*** Data to process ***

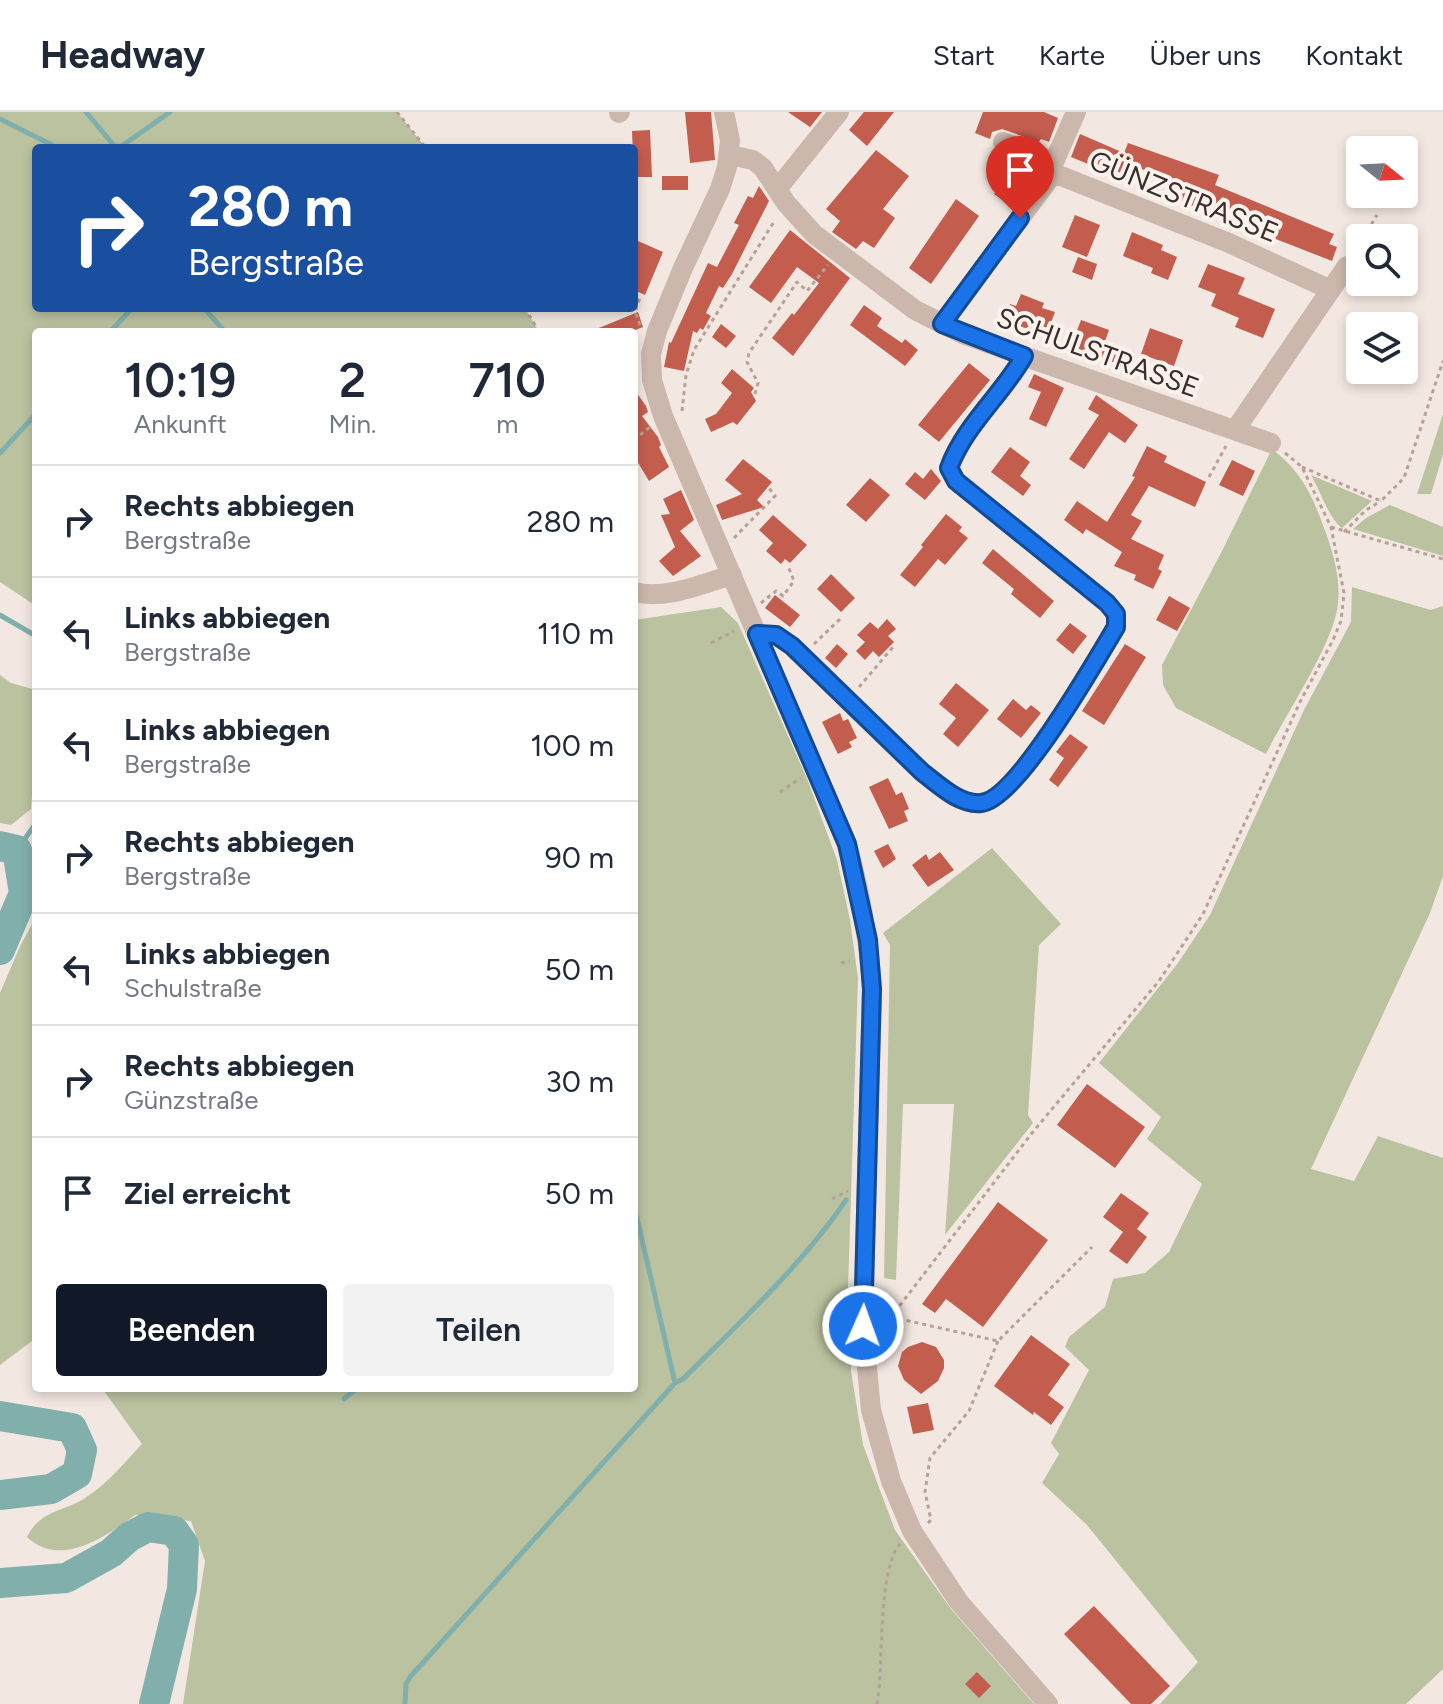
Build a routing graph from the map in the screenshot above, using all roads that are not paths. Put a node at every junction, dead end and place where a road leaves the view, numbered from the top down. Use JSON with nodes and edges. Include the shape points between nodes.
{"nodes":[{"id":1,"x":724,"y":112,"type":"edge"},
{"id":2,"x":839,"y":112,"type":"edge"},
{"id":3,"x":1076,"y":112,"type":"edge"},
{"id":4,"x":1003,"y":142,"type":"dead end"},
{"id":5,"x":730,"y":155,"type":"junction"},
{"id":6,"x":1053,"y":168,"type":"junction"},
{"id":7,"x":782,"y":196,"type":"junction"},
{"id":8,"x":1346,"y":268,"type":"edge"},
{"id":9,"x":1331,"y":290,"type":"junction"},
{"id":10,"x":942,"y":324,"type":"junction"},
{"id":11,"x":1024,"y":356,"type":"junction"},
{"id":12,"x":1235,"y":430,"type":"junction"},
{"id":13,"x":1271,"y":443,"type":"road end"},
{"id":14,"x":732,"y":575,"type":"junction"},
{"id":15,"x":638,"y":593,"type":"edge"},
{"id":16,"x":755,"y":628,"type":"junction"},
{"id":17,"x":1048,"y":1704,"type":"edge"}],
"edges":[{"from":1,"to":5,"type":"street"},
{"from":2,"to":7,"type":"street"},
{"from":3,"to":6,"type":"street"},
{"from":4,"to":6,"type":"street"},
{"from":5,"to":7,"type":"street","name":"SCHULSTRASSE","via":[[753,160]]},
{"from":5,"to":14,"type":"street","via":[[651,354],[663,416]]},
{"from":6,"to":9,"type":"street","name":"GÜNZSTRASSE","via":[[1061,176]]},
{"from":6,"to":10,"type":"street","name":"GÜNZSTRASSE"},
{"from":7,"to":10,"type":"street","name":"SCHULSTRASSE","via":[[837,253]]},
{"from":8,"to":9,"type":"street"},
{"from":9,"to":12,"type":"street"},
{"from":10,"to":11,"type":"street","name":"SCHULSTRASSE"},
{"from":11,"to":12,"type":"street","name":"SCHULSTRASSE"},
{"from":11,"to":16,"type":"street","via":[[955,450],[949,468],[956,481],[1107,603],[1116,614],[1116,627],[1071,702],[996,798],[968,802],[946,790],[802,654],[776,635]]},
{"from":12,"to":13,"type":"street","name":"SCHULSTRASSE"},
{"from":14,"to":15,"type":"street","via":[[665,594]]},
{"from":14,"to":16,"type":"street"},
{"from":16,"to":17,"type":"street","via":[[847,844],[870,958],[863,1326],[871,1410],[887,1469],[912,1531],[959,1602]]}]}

*** End of Data to process ***

- _Task to carry out_
Without the pictures, write out every line above exactly as it appears.

- _Written answer_
Build a routing graph from the map in the screenshot above, using all roads that are not paths. Put a node at every junction, dead end and place where a road leaves the view, numbered from the top down. Use JSON with nodes and edges. Include the shape points between nodes.
{"nodes":[{"id":1,"x":724,"y":112,"type":"edge"},
{"id":2,"x":839,"y":112,"type":"edge"},
{"id":3,"x":1076,"y":112,"type":"edge"},
{"id":4,"x":1003,"y":142,"type":"dead end"},
{"id":5,"x":730,"y":155,"type":"junction"},
{"id":6,"x":1053,"y":168,"type":"junction"},
{"id":7,"x":782,"y":196,"type":"junction"},
{"id":8,"x":1346,"y":268,"type":"edge"},
{"id":9,"x":1331,"y":290,"type":"junction"},
{"id":10,"x":942,"y":324,"type":"junction"},
{"id":11,"x":1024,"y":356,"type":"junction"},
{"id":12,"x":1235,"y":430,"type":"junction"},
{"id":13,"x":1271,"y":443,"type":"road end"},
{"id":14,"x":732,"y":575,"type":"junction"},
{"id":15,"x":638,"y":593,"type":"edge"},
{"id":16,"x":755,"y":628,"type":"junction"},
{"id":17,"x":1048,"y":1704,"type":"edge"}],
"edges":[{"from":1,"to":5,"type":"street"},
{"from":2,"to":7,"type":"street"},
{"from":3,"to":6,"type":"street"},
{"from":4,"to":6,"type":"street"},
{"from":5,"to":7,"type":"street","name":"SCHULSTRASSE","via":[[753,160]]},
{"from":5,"to":14,"type":"street","via":[[651,354],[663,416]]},
{"from":6,"to":9,"type":"street","name":"GÜNZSTRASSE","via":[[1061,176]]},
{"from":6,"to":10,"type":"street","name":"GÜNZSTRASSE"},
{"from":7,"to":10,"type":"street","name":"SCHULSTRASSE","via":[[837,253]]},
{"from":8,"to":9,"type":"street"},
{"from":9,"to":12,"type":"street"},
{"from":10,"to":11,"type":"street","name":"SCHULSTRASSE"},
{"from":11,"to":12,"type":"street","name":"SCHULSTRASSE"},
{"from":11,"to":16,"type":"street","via":[[955,450],[949,468],[956,481],[1107,603],[1116,614],[1116,627],[1071,702],[996,798],[968,802],[946,790],[802,654],[776,635]]},
{"from":12,"to":13,"type":"street","name":"SCHULSTRASSE"},
{"from":14,"to":15,"type":"street","via":[[665,594]]},
{"from":14,"to":16,"type":"street"},
{"from":16,"to":17,"type":"street","via":[[847,844],[870,958],[863,1326],[871,1410],[887,1469],[912,1531],[959,1602]]}]}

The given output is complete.